Stored data
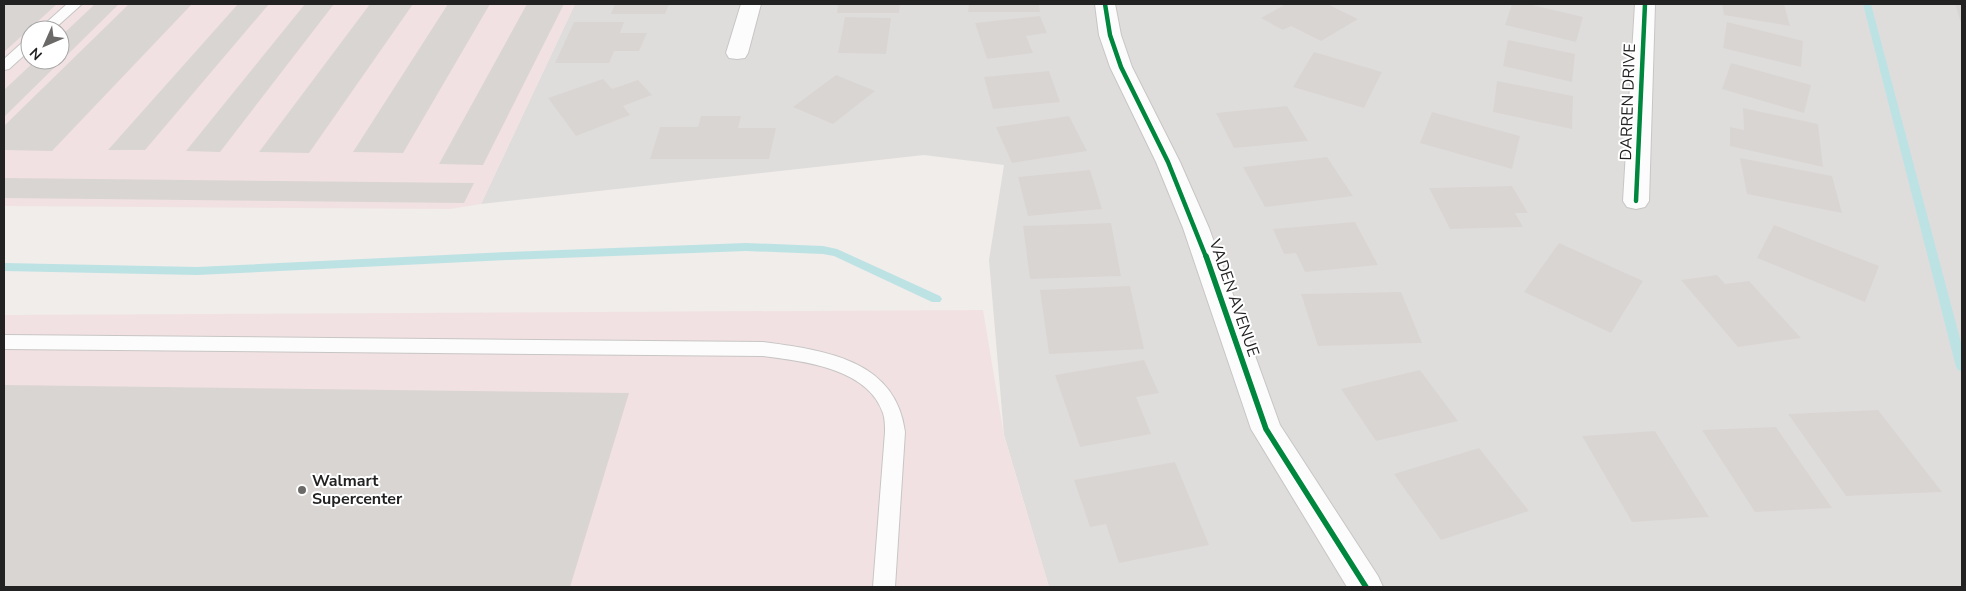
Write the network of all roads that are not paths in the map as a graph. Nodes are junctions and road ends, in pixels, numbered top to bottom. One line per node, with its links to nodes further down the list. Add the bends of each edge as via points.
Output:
1 (74, 4): 5 (lane)
2 (751, 4): 7 (street)
3 (1105, 4): 12 (street, VADEN AVENUE, via 1110,35 1121,66 1196,228 1266,429)
4 (1645, 4): 9 (street, DARREN DRIVE)
5 (56, 20)
6 (20, 52): 8 (lane)
7 (737, 53)
8 (4, 66)
9 (1636, 201)
10 (4, 342): 11 (lane, via 763,349 811,356 854,370 878,388 892,410 895,432)
11 (884, 587)
12 (1366, 587)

_Description of the task_
Restate the entries verbatim and exclude any pictures.

_Exercise output_
Write the network of all roads that are not paths in the map as a graph. Nodes are junctions and road ends, in pixels, numbered top to bottom. One line per node, with its links to nodes further down the list. Add the bends of each edge as via points.
Output:
1 (74, 4): 5 (lane)
2 (751, 4): 7 (street)
3 (1105, 4): 12 (street, VADEN AVENUE, via 1110,35 1121,66 1196,228 1266,429)
4 (1645, 4): 9 (street, DARREN DRIVE)
5 (56, 20)
6 (20, 52): 8 (lane)
7 (737, 53)
8 (4, 66)
9 (1636, 201)
10 (4, 342): 11 (lane, via 763,349 811,356 854,370 878,388 892,410 895,432)
11 (884, 587)
12 (1366, 587)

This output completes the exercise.